Work item
In the entries that follow, find the word "size" and report each line it is on.

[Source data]
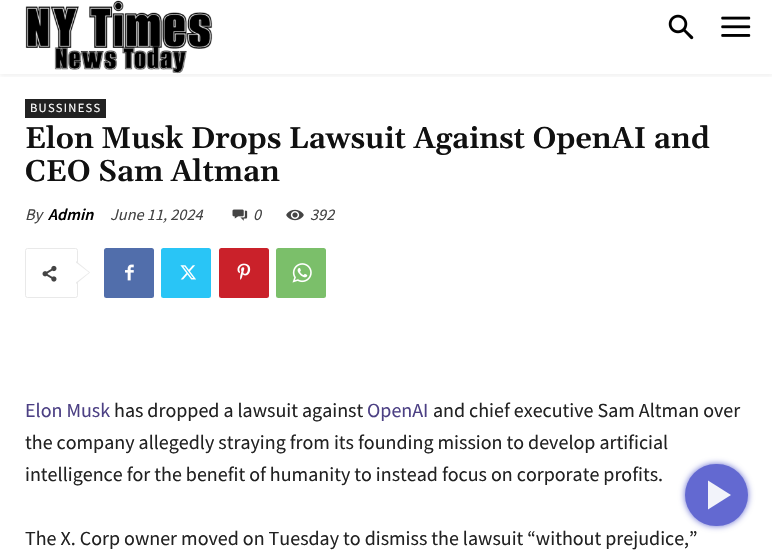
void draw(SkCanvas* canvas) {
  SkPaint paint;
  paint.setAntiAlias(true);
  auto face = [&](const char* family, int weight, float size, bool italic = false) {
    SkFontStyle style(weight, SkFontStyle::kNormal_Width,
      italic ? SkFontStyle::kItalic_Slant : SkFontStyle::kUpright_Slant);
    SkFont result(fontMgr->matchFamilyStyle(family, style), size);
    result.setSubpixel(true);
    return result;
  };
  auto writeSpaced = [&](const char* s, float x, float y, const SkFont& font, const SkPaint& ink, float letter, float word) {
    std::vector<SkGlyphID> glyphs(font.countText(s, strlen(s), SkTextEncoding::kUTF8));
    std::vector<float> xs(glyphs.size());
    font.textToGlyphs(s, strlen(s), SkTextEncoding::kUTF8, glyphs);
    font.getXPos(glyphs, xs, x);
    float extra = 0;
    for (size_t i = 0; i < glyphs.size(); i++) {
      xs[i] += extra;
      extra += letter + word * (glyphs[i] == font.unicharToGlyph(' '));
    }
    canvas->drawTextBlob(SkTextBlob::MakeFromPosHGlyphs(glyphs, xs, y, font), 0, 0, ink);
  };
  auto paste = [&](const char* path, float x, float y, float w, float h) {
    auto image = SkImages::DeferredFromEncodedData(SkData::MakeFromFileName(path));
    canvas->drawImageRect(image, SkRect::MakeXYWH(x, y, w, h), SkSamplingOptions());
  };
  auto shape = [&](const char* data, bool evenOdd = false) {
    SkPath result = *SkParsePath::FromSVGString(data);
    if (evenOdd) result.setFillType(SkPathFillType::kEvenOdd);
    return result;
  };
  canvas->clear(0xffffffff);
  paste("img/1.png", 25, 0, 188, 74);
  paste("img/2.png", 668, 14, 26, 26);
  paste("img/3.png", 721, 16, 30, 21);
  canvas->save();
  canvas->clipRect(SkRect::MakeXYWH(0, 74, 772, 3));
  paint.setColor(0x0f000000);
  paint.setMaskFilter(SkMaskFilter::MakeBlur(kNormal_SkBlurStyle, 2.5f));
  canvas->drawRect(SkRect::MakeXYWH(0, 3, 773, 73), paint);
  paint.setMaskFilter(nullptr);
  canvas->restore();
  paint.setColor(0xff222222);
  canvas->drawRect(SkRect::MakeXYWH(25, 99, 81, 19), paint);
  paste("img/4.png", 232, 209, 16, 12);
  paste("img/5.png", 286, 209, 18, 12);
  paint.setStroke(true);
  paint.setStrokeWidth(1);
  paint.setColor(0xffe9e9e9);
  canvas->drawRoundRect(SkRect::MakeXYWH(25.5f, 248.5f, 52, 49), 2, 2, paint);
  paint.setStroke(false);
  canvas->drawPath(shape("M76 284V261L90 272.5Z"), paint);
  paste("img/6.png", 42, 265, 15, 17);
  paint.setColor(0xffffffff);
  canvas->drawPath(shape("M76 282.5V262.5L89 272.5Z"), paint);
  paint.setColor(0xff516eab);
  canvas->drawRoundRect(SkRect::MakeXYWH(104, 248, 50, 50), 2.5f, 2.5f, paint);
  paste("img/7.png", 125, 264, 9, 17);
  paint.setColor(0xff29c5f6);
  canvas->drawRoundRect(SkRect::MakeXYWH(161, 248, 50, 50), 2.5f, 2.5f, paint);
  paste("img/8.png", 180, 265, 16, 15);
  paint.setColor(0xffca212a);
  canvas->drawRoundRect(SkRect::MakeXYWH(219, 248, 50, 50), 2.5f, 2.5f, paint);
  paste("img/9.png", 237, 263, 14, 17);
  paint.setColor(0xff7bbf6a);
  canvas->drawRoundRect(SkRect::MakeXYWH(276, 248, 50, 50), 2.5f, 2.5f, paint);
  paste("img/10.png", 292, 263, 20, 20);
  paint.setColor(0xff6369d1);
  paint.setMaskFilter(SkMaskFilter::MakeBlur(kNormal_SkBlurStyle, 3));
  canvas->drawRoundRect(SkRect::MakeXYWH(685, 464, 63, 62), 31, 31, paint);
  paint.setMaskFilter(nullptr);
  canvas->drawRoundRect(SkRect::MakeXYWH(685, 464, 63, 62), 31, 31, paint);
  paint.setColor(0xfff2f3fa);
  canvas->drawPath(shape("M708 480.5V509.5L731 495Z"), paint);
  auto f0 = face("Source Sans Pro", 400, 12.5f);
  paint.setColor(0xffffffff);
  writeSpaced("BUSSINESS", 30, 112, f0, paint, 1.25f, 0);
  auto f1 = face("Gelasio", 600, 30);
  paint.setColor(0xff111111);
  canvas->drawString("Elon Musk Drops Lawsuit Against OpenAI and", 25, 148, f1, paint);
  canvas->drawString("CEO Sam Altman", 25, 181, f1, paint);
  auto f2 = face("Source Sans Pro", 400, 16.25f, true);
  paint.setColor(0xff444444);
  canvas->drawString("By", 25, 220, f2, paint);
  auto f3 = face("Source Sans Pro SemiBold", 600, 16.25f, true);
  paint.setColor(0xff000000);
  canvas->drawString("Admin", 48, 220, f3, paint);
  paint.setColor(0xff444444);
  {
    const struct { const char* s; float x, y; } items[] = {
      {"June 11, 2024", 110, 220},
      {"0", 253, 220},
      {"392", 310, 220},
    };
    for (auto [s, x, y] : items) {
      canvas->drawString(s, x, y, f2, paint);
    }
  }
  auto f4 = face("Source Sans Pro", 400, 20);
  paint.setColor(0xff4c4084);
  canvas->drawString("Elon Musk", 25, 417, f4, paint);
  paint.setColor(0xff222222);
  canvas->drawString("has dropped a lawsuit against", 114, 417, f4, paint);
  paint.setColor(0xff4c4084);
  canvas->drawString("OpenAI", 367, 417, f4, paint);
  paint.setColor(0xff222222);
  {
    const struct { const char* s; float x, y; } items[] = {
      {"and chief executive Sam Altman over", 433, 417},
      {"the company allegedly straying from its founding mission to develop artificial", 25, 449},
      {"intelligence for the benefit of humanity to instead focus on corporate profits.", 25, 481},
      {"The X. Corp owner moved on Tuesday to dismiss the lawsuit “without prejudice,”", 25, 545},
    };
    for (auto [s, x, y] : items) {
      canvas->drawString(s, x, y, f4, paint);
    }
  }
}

Finished exercise
  auto face = [&](const char* family, int weight, float size, bool italic = false) {
    SkFont result(fontMgr->matchFamilyStyle(family, style), size);
    std::vector<float> xs(glyphs.size());
    for (size_t i = 0; i < glyphs.size(); i++) {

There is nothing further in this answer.